«Non credo che l’impegno debba essere un dovere dello scrittore, e se un giorno volessi parlare delle patate del mio giardino mi sentirei libero di farlo». Questa affermazione suona come un abile artificio retorico in apertura di un articolo, quello apparso su MicroMega 2/1996 e intitolato Catullo e il cardellino, in cui Antonio Tabucchi attribuisce invece allo scrittore un dovere pesantissimo: quello di farsi interprete della realtà per i posteri.
Il ragionamento che Tabucchi conduce nell’articolo si basa su due assunti fondamentali. Egli sostiene, in primo luogo, che lo scrittore manifesta il suo impegno civile nella finzione letteraria più che nella descrizione diretta della realtà, nel racconto e nel romanzo più che nel reportage giornalistico. Il Vangelo di Pasolini ha una valenza politica e una capacità di incidere sulla realtà maggiori rispetto agli Scritti Corsari, mentre L’arte del romanzo di Kundera rivela un «sostanziale fondo civile»; allo stesso modo, uno scrittore apparentemente estraneo alla cronaca come Borges analizza in profondità alcuni aspetti della società argentina in Emma Zunz. Questo perché, per lo scrittore, “impegno” non significa racconto della realtà, bensì sua interpretazione per simboli e metafore, sua osservazione da punti di vista che esulano dallo scrittore reale e che egli materialmente costruisce, attraverso il totale distacco da sé. Questo gli consente di avere una visione non totalizzante, ma di certo meno parziale di ciò che lo circonda, cosa che è impossibile nella cronaca giornalistica, in cui l’autore non può che fornire il suo punto di vista, senza poter indugiare in una più profonda “interpretazione”.
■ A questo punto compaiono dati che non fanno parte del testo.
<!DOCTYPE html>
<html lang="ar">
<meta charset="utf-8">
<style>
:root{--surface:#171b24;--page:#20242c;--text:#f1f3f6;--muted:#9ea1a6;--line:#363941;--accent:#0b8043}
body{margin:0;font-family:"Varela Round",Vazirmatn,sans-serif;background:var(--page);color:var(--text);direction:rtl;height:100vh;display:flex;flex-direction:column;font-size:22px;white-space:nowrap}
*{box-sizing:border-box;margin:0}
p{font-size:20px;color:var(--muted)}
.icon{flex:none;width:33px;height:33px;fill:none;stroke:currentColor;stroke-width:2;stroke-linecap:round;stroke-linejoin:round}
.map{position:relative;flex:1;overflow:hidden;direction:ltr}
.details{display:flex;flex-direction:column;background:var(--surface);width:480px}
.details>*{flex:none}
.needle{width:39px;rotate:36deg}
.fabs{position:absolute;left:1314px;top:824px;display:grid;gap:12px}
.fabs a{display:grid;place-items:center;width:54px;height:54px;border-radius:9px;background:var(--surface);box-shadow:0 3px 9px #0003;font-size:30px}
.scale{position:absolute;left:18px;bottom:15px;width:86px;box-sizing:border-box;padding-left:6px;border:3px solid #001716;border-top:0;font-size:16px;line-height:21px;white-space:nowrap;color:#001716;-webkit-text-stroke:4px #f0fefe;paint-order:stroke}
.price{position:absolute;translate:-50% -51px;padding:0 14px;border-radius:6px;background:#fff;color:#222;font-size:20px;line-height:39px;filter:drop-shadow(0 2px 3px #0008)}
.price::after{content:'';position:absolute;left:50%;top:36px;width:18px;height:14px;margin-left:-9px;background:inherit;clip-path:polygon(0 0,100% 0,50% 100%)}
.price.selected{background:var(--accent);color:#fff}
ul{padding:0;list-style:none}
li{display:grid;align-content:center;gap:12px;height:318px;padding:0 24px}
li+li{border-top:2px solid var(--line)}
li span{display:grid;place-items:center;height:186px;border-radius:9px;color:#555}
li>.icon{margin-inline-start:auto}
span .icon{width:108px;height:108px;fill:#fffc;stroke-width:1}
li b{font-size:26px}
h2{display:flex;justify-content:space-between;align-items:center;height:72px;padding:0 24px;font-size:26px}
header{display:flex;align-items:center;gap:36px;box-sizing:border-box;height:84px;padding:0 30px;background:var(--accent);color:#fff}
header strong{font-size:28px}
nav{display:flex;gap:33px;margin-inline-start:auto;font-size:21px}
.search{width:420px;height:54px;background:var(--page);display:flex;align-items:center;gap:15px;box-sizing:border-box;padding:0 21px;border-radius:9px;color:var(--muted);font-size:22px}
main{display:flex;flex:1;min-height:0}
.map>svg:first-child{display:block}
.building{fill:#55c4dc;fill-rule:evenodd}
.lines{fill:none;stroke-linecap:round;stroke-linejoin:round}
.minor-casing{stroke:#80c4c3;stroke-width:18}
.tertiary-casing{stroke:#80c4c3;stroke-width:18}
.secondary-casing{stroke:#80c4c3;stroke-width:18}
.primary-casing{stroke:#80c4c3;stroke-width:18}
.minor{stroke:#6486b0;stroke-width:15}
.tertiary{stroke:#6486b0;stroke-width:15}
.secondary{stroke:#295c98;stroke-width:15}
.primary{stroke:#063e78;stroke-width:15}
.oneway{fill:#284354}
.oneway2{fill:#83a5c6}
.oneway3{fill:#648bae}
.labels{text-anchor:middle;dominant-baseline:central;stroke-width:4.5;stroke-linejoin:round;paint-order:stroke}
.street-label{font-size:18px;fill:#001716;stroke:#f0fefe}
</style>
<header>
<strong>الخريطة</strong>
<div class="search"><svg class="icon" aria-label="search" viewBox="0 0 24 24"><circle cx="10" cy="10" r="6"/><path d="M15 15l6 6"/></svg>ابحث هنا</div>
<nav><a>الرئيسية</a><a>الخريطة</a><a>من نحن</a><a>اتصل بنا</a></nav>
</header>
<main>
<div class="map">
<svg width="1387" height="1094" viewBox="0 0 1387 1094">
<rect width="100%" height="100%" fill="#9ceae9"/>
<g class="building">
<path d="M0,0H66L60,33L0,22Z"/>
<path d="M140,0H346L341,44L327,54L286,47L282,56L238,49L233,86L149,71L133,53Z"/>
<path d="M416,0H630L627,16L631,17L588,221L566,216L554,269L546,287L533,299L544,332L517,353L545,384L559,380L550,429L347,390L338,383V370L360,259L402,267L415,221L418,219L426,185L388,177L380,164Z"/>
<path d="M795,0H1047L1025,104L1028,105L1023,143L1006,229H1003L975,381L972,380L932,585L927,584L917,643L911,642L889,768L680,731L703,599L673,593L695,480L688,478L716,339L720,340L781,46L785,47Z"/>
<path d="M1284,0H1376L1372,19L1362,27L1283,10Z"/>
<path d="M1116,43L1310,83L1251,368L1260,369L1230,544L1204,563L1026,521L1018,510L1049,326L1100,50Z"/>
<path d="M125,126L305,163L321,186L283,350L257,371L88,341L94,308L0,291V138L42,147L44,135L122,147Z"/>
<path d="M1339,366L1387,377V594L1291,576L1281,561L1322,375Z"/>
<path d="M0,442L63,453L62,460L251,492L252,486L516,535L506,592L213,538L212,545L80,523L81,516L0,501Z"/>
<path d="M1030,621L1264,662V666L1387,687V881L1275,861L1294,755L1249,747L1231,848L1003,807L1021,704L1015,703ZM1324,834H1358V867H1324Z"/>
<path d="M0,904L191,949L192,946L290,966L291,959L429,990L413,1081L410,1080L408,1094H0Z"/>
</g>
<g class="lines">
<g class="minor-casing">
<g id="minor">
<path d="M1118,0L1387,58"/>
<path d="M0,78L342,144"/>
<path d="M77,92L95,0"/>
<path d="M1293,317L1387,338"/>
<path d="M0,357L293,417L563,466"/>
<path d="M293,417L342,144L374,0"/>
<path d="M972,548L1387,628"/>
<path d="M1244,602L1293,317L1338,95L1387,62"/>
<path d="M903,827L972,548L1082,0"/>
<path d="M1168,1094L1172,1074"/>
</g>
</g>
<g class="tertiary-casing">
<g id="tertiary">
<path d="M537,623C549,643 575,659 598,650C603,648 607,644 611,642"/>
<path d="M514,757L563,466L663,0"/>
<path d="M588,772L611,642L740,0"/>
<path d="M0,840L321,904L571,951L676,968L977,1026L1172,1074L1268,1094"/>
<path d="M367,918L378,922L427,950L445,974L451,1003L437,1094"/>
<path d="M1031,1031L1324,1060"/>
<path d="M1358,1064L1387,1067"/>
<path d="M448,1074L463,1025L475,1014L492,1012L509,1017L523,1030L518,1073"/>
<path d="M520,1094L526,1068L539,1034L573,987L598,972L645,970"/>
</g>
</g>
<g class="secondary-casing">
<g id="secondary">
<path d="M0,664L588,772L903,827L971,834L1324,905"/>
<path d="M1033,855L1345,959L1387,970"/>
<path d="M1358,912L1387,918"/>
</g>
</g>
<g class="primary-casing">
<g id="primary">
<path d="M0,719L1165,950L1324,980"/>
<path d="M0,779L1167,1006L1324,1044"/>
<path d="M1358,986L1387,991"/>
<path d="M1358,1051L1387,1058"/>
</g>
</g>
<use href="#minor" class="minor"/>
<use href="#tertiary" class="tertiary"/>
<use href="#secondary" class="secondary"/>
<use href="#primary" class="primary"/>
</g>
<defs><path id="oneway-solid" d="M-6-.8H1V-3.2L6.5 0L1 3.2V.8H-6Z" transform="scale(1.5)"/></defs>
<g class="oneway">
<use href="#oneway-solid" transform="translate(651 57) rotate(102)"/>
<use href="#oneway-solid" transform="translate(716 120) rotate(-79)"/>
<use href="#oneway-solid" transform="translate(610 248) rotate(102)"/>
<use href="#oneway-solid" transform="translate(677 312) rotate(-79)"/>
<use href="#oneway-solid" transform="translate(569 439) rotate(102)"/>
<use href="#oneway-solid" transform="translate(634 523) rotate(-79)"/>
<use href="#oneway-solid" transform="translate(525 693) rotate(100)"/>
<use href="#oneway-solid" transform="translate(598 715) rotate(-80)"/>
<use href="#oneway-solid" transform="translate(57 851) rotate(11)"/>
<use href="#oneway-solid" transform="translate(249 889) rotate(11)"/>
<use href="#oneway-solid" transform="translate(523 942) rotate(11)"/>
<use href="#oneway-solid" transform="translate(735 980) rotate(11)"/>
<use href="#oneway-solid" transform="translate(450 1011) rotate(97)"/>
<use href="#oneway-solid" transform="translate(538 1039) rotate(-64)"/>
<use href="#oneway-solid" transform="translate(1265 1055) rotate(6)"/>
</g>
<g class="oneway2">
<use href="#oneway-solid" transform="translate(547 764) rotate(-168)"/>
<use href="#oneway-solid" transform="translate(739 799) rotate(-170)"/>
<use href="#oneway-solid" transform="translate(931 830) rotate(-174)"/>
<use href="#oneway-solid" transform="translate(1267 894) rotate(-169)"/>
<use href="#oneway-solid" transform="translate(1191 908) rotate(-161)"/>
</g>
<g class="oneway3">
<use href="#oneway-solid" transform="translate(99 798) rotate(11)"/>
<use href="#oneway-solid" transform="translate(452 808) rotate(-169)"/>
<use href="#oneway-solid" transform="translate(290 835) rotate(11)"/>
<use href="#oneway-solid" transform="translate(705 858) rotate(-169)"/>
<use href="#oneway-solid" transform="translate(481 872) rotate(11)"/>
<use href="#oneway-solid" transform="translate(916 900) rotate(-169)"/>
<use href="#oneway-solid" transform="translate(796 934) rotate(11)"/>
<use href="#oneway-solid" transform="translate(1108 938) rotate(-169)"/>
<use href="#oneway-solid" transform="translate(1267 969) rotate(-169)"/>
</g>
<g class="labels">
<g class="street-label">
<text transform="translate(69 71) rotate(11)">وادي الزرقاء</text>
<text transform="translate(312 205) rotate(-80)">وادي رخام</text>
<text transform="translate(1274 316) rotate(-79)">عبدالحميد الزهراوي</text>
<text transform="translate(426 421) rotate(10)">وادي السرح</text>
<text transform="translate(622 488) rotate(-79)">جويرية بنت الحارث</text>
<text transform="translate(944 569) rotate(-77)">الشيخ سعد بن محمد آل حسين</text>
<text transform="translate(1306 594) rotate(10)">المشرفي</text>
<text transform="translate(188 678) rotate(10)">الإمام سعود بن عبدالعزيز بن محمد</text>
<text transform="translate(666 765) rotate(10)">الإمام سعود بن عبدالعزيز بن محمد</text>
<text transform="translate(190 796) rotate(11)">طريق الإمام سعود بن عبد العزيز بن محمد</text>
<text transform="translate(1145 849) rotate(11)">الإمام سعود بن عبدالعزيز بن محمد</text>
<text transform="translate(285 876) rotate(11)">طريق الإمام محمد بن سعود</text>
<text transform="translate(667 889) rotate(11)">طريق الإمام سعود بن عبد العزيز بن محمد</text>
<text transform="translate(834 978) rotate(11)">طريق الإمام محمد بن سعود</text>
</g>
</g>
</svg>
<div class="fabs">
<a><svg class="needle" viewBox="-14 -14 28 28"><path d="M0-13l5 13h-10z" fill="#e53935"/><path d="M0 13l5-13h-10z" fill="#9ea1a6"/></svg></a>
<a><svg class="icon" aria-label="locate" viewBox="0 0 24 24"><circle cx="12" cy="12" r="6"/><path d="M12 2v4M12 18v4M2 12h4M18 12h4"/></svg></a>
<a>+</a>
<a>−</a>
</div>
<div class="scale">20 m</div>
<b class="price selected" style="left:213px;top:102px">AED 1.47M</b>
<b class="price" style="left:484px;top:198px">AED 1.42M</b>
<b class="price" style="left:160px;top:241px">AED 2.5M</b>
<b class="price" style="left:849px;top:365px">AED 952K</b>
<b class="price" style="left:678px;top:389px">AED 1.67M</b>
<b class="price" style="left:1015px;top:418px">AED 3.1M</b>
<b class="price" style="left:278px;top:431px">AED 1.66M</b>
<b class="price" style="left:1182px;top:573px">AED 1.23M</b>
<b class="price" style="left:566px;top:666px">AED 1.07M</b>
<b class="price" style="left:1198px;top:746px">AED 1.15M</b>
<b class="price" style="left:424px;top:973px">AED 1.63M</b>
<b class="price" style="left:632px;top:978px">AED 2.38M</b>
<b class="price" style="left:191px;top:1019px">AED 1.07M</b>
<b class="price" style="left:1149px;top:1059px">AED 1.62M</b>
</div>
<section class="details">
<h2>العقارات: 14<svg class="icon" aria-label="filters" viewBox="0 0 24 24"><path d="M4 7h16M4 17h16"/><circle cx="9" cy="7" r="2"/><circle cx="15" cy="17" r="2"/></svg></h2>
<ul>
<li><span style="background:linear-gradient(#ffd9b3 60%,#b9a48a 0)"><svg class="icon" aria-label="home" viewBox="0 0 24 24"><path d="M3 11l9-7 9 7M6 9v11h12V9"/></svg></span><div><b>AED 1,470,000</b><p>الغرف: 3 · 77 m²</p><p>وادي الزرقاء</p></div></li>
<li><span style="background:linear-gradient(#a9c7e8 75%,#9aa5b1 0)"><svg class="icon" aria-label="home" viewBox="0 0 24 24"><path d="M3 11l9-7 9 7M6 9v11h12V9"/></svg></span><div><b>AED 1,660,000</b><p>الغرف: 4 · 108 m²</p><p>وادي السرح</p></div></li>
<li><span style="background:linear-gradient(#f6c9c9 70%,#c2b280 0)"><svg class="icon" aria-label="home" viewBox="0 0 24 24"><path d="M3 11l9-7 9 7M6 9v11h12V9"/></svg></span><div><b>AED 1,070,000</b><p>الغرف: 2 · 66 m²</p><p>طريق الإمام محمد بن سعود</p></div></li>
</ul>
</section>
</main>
Il secondo assunto è diretta conseguenza del primo: proprio perché non racconta, ma interpreta la realtà, lo scrittore si fa portatore di un messaggio che resta purtroppo incomprensibile ai contemporanei. Questi ultimi vivono la metafora letteraria come una falsificazione della realtà, mentre solo ai posteri è concesso avere il distacco e la rielaborazione del pensiero necessari a cogliere il messaggio della letteratura. E non importa che il messaggio sia di natura politica o semplicemente umana: il cardellino di Catullo poteva sembrare un argomento futile ai suoi contemporanei; i posteri comprendono, invece, che esso è solo una delle metafore che possono esprimere due componenti fondamentali della psicologia umana, l’angoscia e il desiderio.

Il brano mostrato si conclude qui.